2014年9月9日(八段語録2110)

心身の鍛錬


 極真空手は、自らの体を鍛えていく道場です。鎧のような肉体を作っていけなければ、戦うことさえ困難になります。ある意味で、肉欲を制御し、肉体を精神に屈服させる、強靭なまで自分を鍛え上げる道場なのです。さらに、極真空手は、本来の人間へと引っ張っていく道場でもあるのです。しかし、武道精神なくして、自らの肉体を屈服させることはできないのです。ただ、武士道という精神に従って、主体の精神は対象の肉体を従わせ、極真の理想を成し遂げようとするのです。これが、極真魂を語る師範としての主張なのです。
 極真の修行は人間の貴重な価値を満点にすることに他ならないのです。精神と肉体の調和は、精神と肉体が共鳴圏に立っていることを意味します。音叉の振動数が同じである時、一つを叩けば、その反対の音叉が響きます。それと同じように、武道精神によって、精神を叩けば、肉体に響きます。また逆に肉体を叩けば、精神が共鳴するように作られているのです。そこに理論はありません。その真ん中に入っていけば、理念の全てを感じる事ができるようになっているのです。
 しかし、現実は、肉体と精神が戦っています。それは、今日、この時代に始まったことではないのです。太古の昔から、今に至るまで、この課題は続いているのです。精神も重要であるし、肉体も重要なのです。それゆえに、理想的ビジョンを追求することはもちろんのこと、私自身がそれを受けて消化し、和合できる自分を発見しなければならないのです。
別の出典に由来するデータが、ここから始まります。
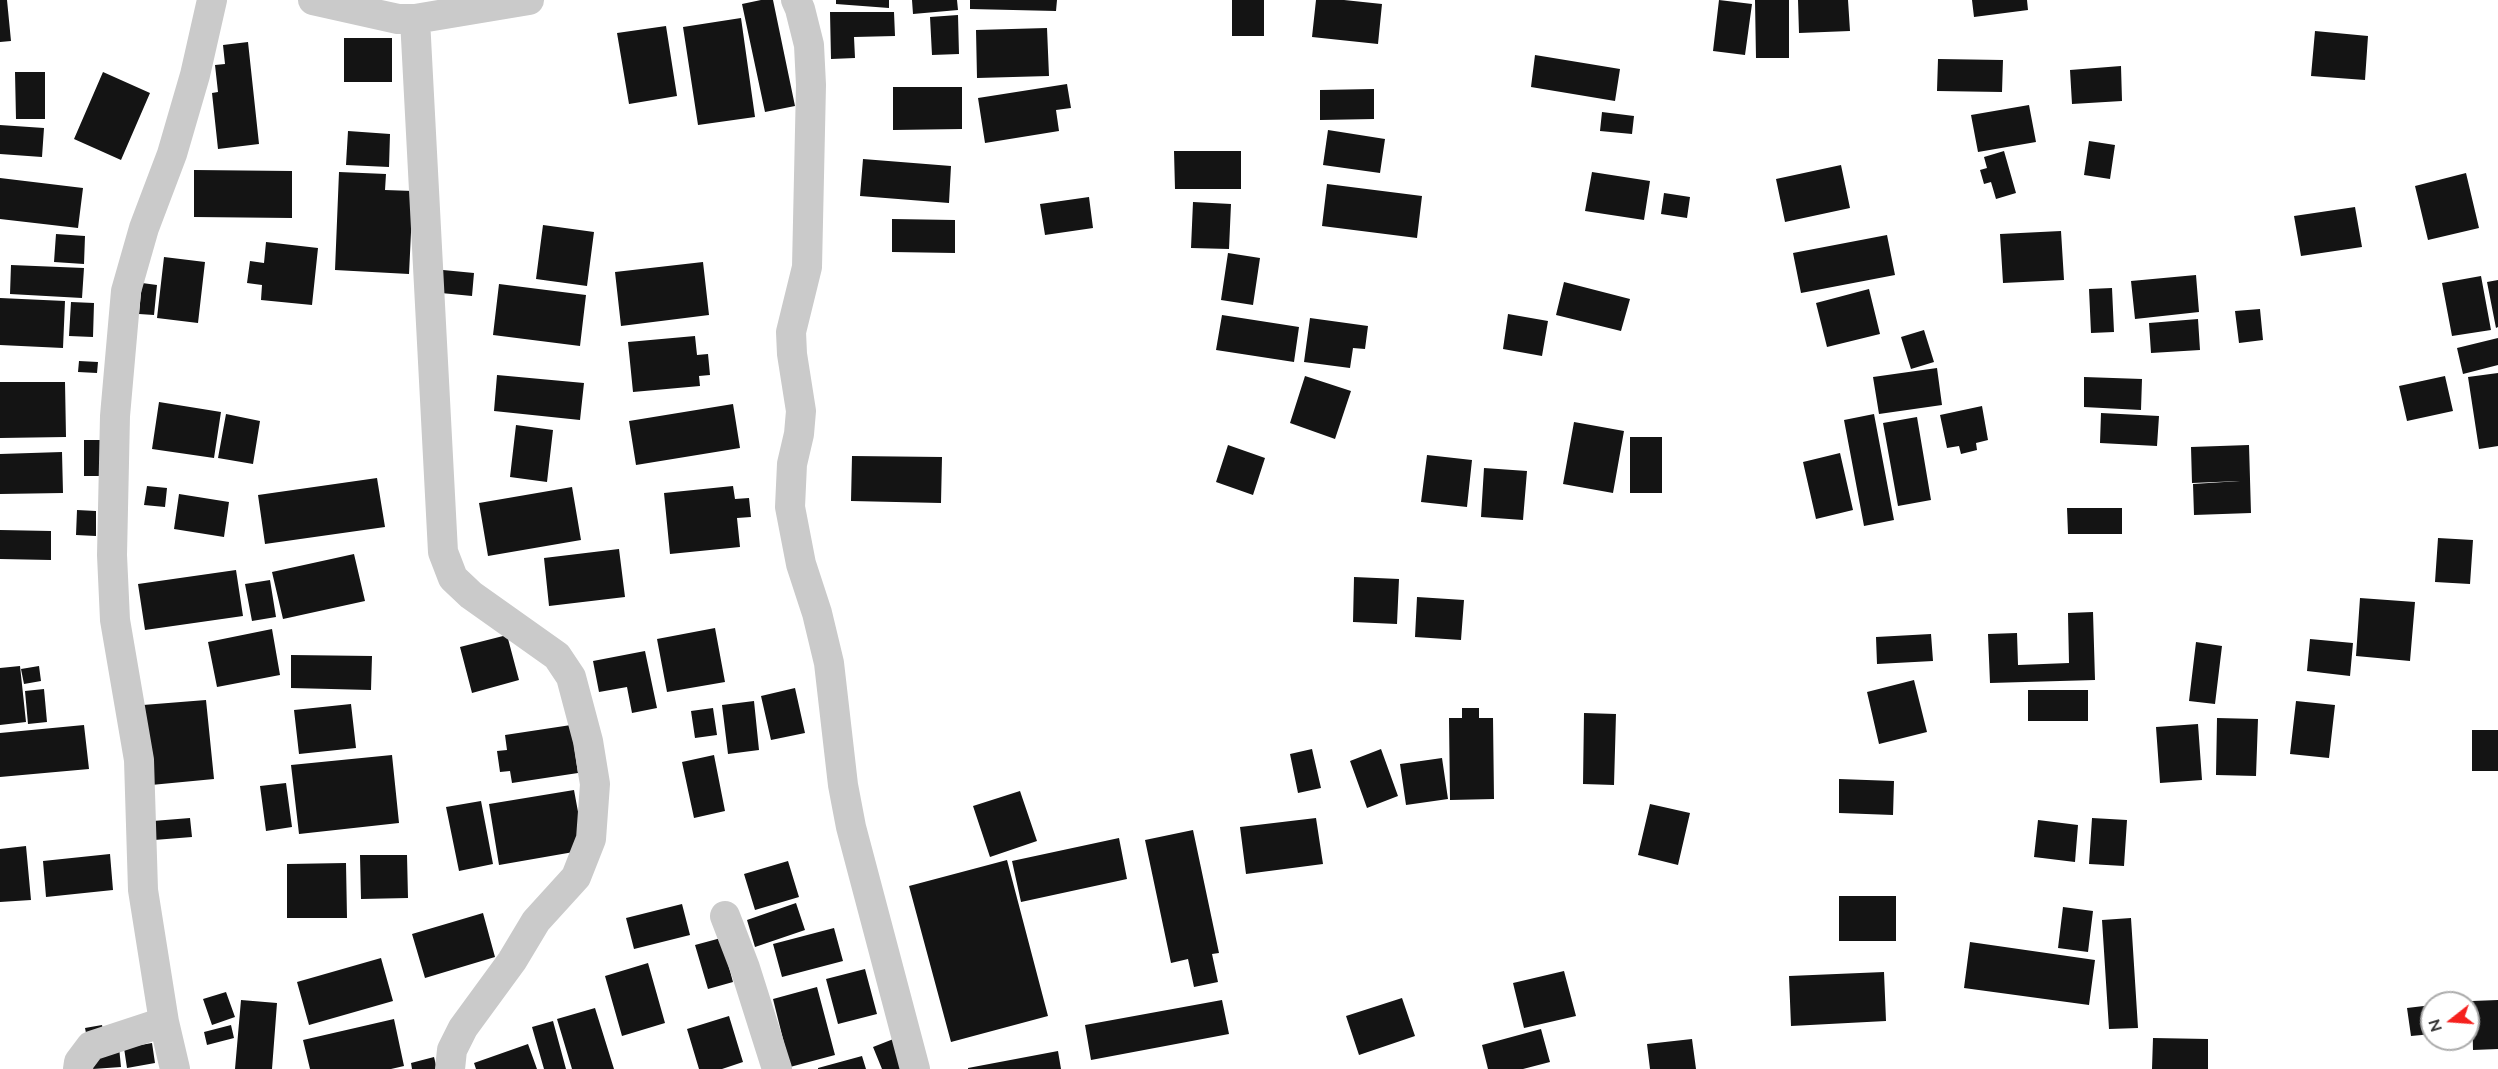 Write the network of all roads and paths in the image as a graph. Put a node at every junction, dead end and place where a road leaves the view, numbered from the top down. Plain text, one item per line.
1 (212, 0) edge
2 (313, 0) edge
3 (529, 0) edge
4 (796, 0) edge
5 (415, 19) junction
6 (725, 916) dead end
7 (164, 1022) junction
8 (78, 1069) edge
9 (175, 1069) edge
10 (450, 1069) edge
11 (777, 1069) edge
12 (915, 1069) edge

1 - 7 street
2 - 5 street
3 - 5 street
4 - 12 street
5 - 10 street
6 - 11 street
7 - 8 street
7 - 9 street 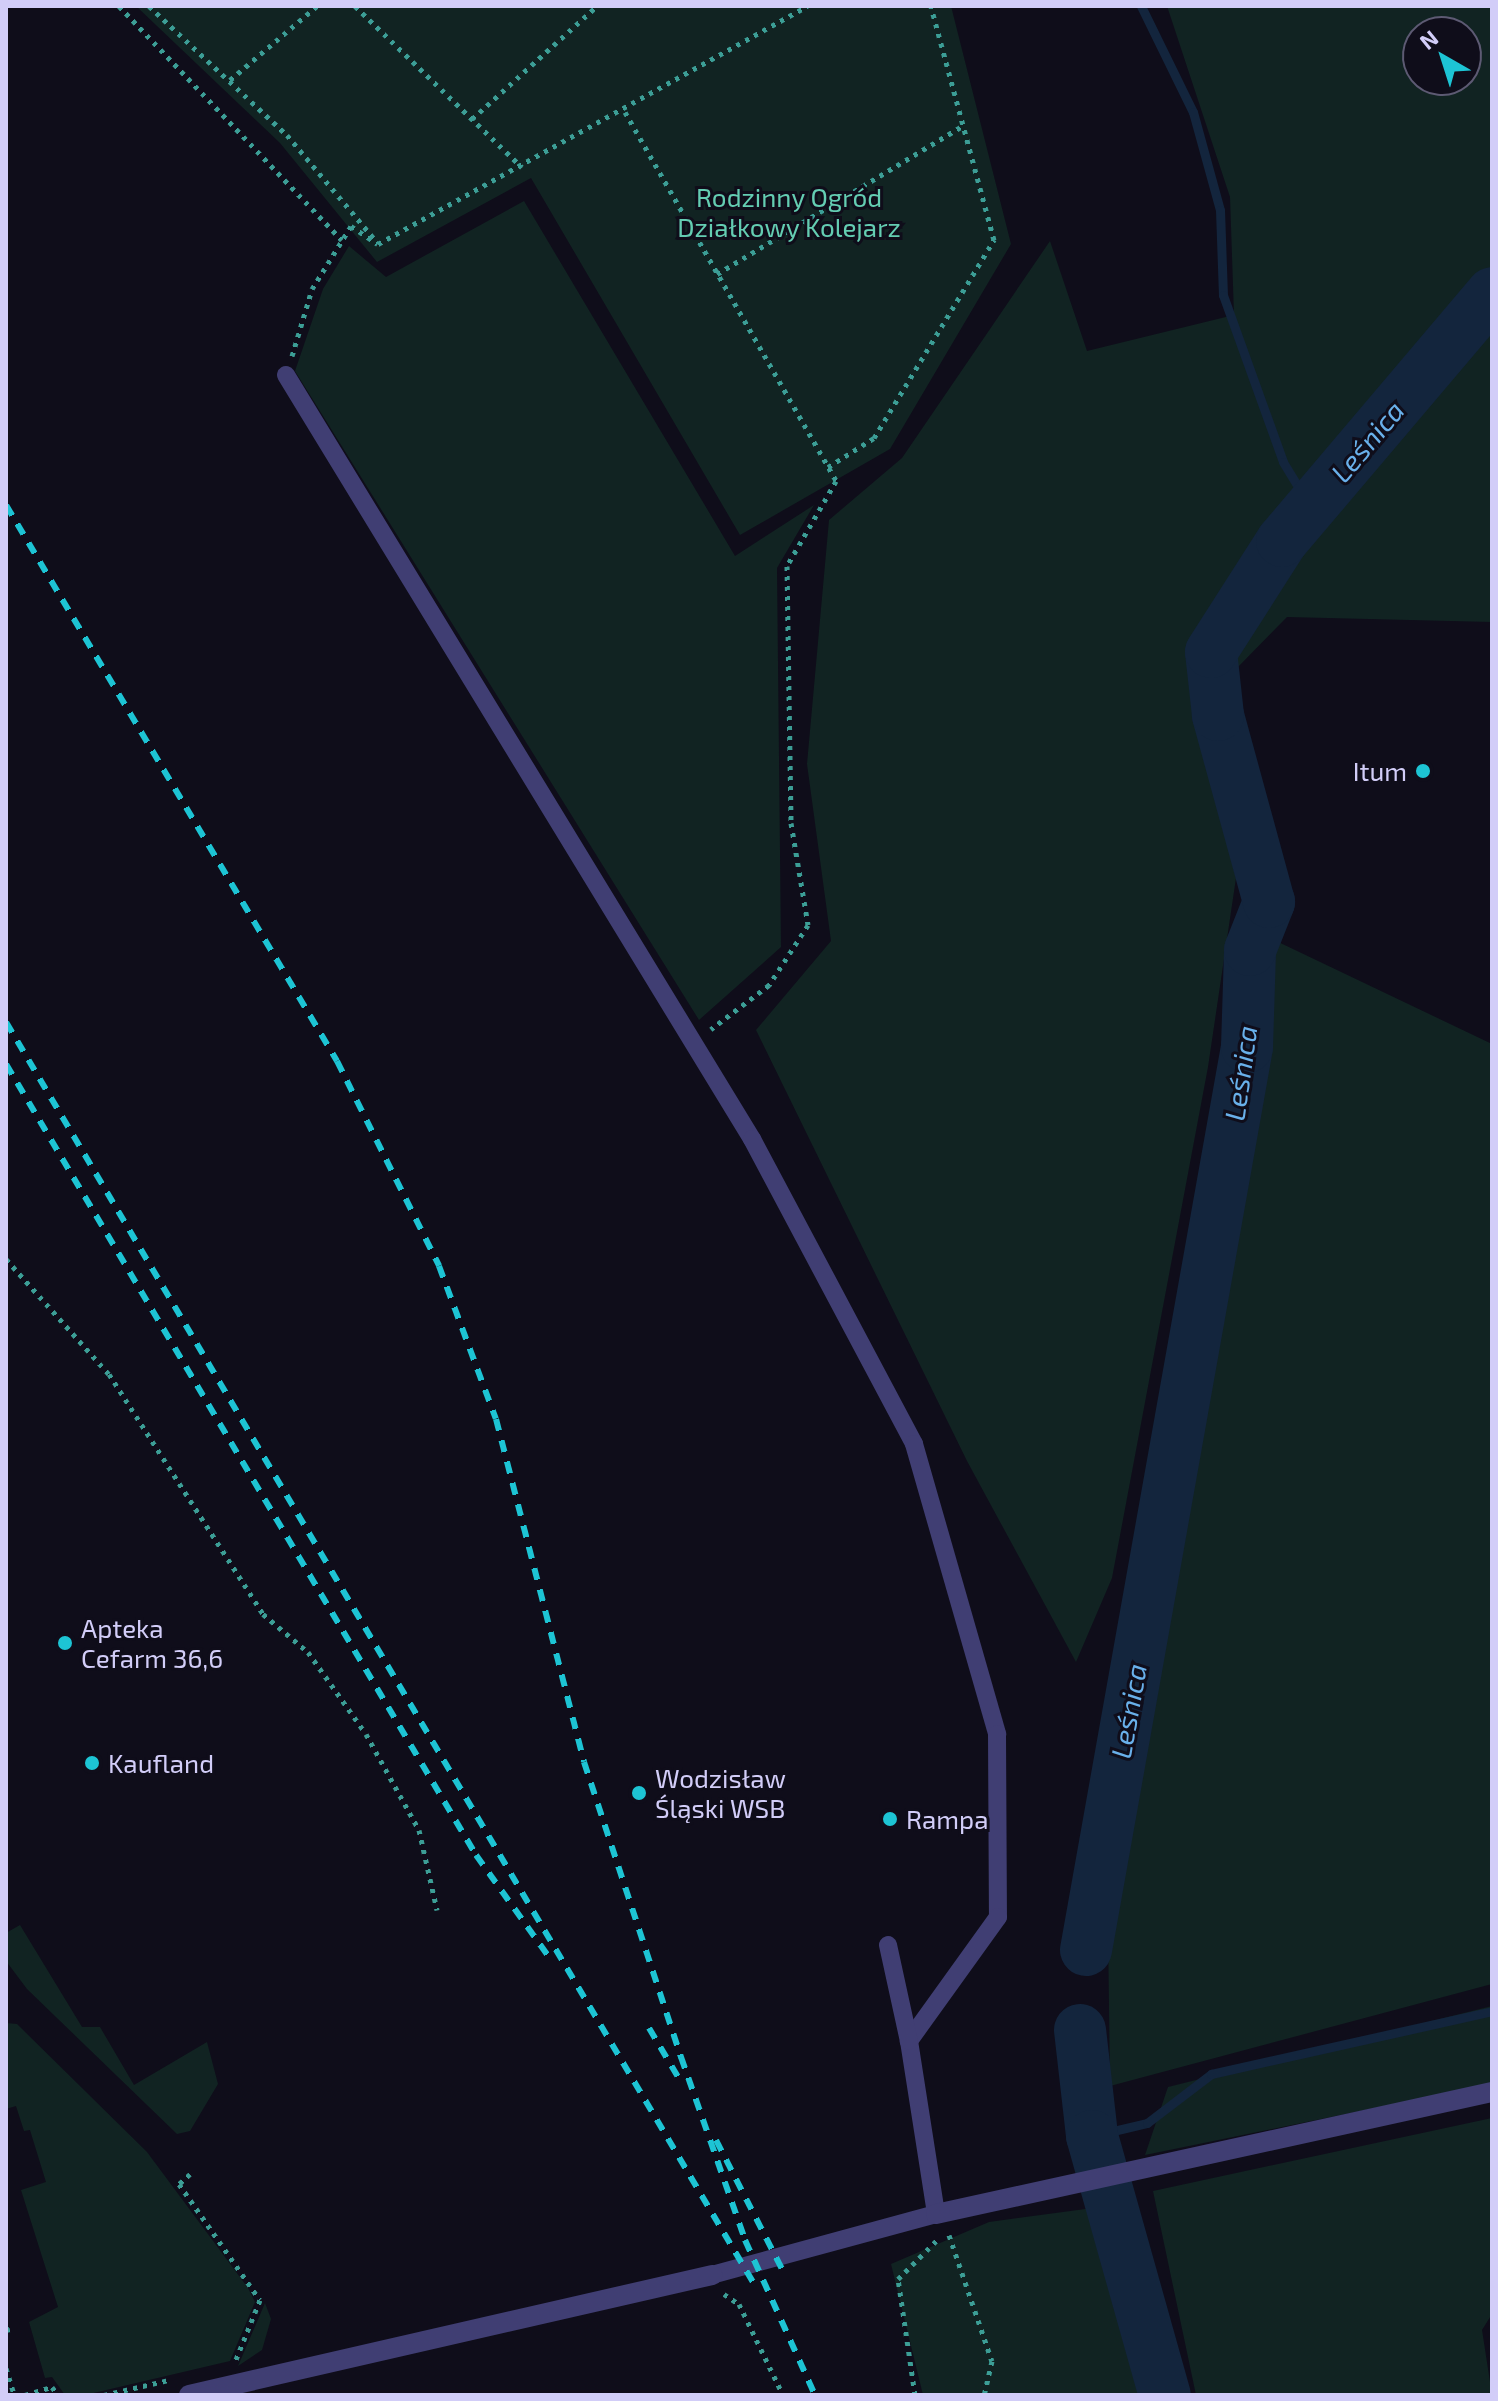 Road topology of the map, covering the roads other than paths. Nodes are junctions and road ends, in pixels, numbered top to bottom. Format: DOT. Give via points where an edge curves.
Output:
graph roads {
  1 [pos="286,375"];
  2 [pos="888,1945"];
  3 [pos="909,2041"];
  4 [pos="1492,2092"];
  5 [pos="942,2222"];
  6 [pos="706,2276"];
  7 [pos="182,2387"];
  1 -- 3 [label="lane" via="694,1042 914,1444 997,1734 998,1917"];
  2 -- 3 [label="lane"];
  3 -- 5 [label="lane"];
  4 -- 5 [label="street" via="1055,2185"];
  5 -- 6 [label="lane"];
  6 -- 7 [label="street"];
}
精神と肉体が調和しない指導者がいるとするならば、指導をし、理想を与えるという事は、恥ずかしい事なのです。まして、極真の精神に反することです。それだから、精神と肉体は武士道を抱き、そのまま感応しながら生きるようになっているのです。つまり精神は武道精神に感応し、肉体は自動的に精神に共鳴するようになっているのです。
 このような内容を意識して、私は外的な事から始めたのです。結局、精神と肉体の調和の為という事になりました。それは、酒を飲まず、タバコを吸わずという事でした。もちろん、十代で極真に出会ったので、それらの嗜好品はたしなんでいなかったのですが、それでも誘惑が多かったので、それでも断ち切る戦いをしたものです。さらに、性的に欲望を克服しようとした意味合いを、「理想の伴侶を迎える」という気持ちを抱き続けてきたということなのです。それまでに、自分の貞操を守り抜き、初愛を妻となった人に捧げるという事でした。それも、肉体と精神の調和を図ろうとするところに生じた自分の修行でした。それが、今となって極真精神を伝えるうえで役立っているのです。
 結局、家庭を持ったのが三十四歳の時でした。それほどまでに、自己との戦いをし続けたのです。まさに、修行僧のような独身時代であったのでした。それが、原点になって今があるという事になるのです。今考えても、自分を追いつめた戦いであったことは、間違いないことです。それゆえ、極真空手の指導の資格があると思ってもいるのです。